The properties of CNTs based nanofluids such as the thermal conductivity, heat transfer, electrical conductivity, viscosity, stability have been investigated and reported.5,8–10,26–36 Many works have been proposed and mainly focused on the thermal property both in the experimental and the theoretical models due to high thermal conductivity of CNTs compared to other materials and high potential applications.26–33 These works have almost been done to investigate the effect of the parameters such as CNT structure, CNT concentration, temperature, pH, surfactants, ultrasonic power, ultrasonication time on this property.26–33 The role of surfactants is well-known for CNT dispersion but their contribution to the thermal conductivity of nanofluid are not very clearly.5,26,31 Meibodi et al. reported that the surfactant weight percent of SDBS and GA is not a significant factor on the thermal conductivity of nanofluids.26 In similar, Estellé et al. also demonstrated that the surfactant is beneficial for better dispersant but does not affect to the thermal conductivity of nanofluid.31 In contrary to the thermal conductivity, just a few studies concerning to the electrical conductivity of CNT based nanofluids have been done and presented.34–36 These studies have also been investigated the effect of the same parameters as done with the thermal conductivity. Glory et al. reported the electrical conductivities of CNT/water nanofluid as a function of temperature, nanotube weight content, and nanotube length.34 Kumar et al. investigated the effect of the surfactant (GA) and temperature on the electrical conductivity of MWCNT based nanofluids.35 Al-Sharafi et al. reported the depending upon the volumetric concentration of CNTs and their distribution on the electrical property of nanofluid.36 According to literature, there are still no studies that have been done to investigate the effects on of the covalent functionalization method on the thermal conductivity enhancement of CNT based nanofluids up to now. How the defects introduced CNTs during treatment affect the properties of CNT based nanofluids still a big question that needs to be clarified.
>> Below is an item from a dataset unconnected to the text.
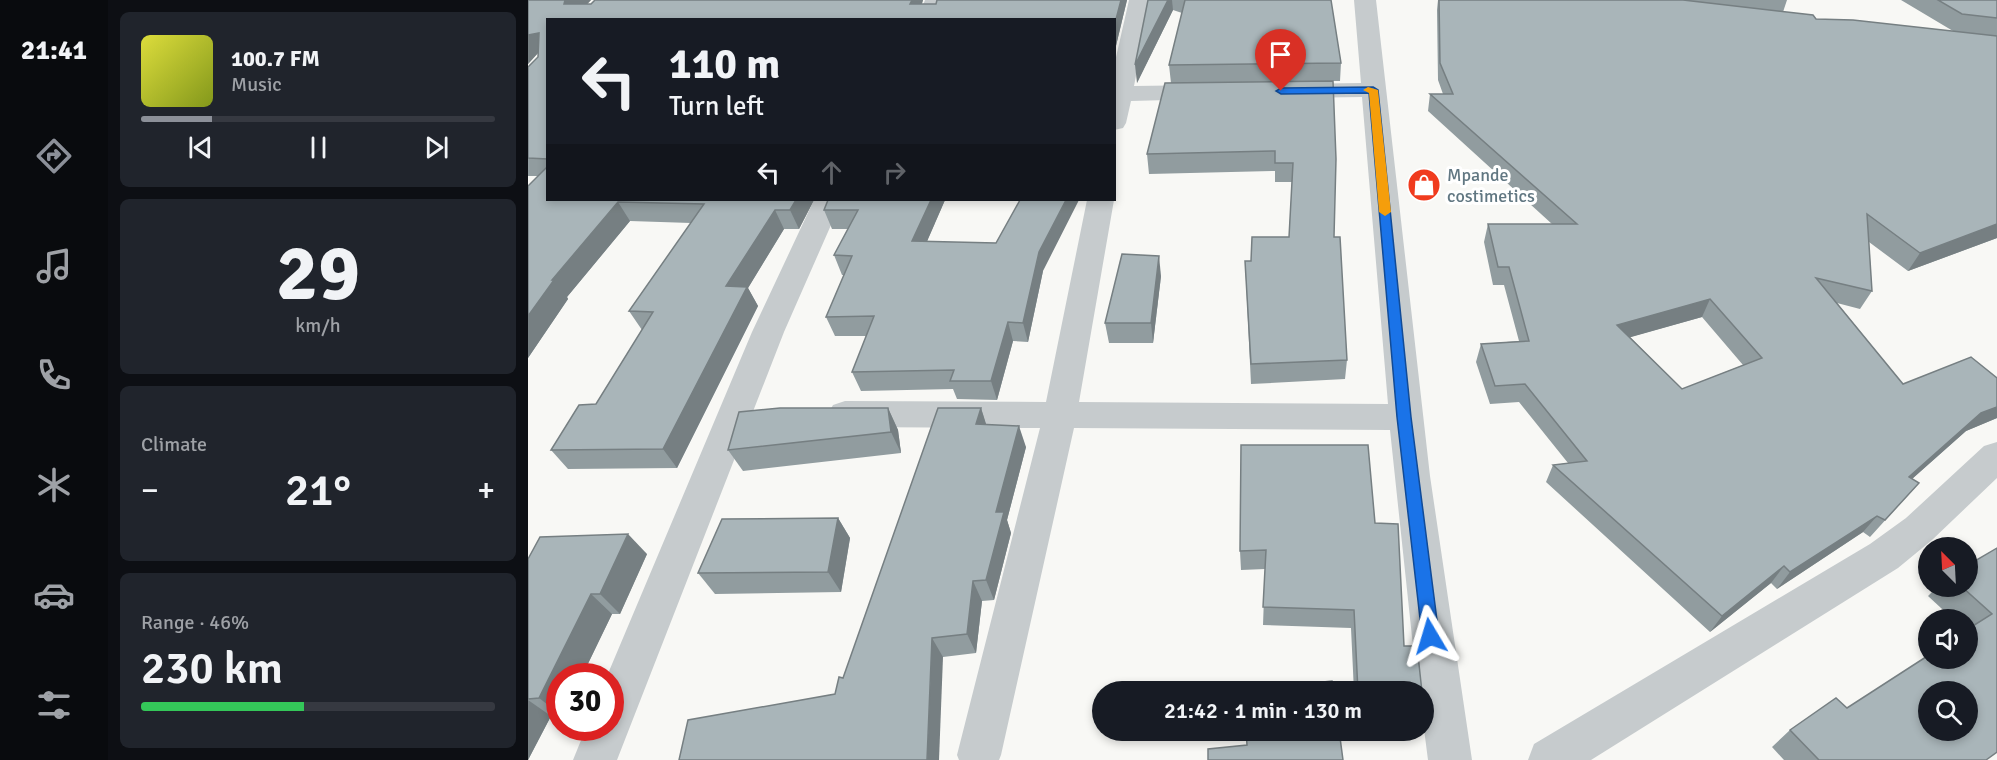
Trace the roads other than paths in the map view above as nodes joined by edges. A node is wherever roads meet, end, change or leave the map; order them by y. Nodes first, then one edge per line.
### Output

Thus, in this paper, we present for the first time the effect of chemical treatment time of the covalent functionalization on the thermal and electrical conductivity of nanofluids containing carboxyl-functionalized multi-walled carbon nanotubes (MWCNTs). In addition to the experimental results, several theoretical models were used to validating the obtained data and estimating the unknown factors that effect to the thermal conductivity of nanofluid such as the thermal boundary resistance, the thermal boundary conductance and the interfacial layer thermal conductivity of CNTs and based fluids.

2. Experiment procedure

In this paper, lab-made MWCNTs were used with an average around 20 nm in diameter and 10 μm in length synthesized by a chemical vapor deposition (CVD) technique using Fe/CaCO3 as catalytic material.37 Sulphuric acid (H2SO4, 98%) and nitric acid (HNO3, 68%) supplied by Xilong Chemical Co., Ltd (China) were used for functionalization process.

MWCNTs were functionalized with a carboxyl group (–COOH) by treatment in the mixture of acid (HNO3[thin space (1/6-em)]:[thin space (1/6-em)]H2SO4, 1[thin space (1/6-em)]:[thin space (1/6-em)]3) at 70 °C for a different treatment time of 3 h, 5 h and 7 h under continuous magnetic stirring. After chemical treatment process, the obtained solutions were filtered and cleaned by distilled water for several times until no residual acid was detected (pH ≈ 7). After cleaning, the samples were noted as C3, C5 and C7 corresponding to 3 h, 5 h and 7 h treatment times, respectively. A calculated amount of each C3, C5 and C7 were dispersed in distilled water to prepare nanofluids with a different MWCNT concentration of 0.16, 0.32, 0.48, 0.64 and 0.80 vol% by ultrasonication for 45 min under cool water. Nanofluids with higher CNT concentrations were not prepared and investigated to limit the effect of the CNT aggregation on the properties of nanofluids.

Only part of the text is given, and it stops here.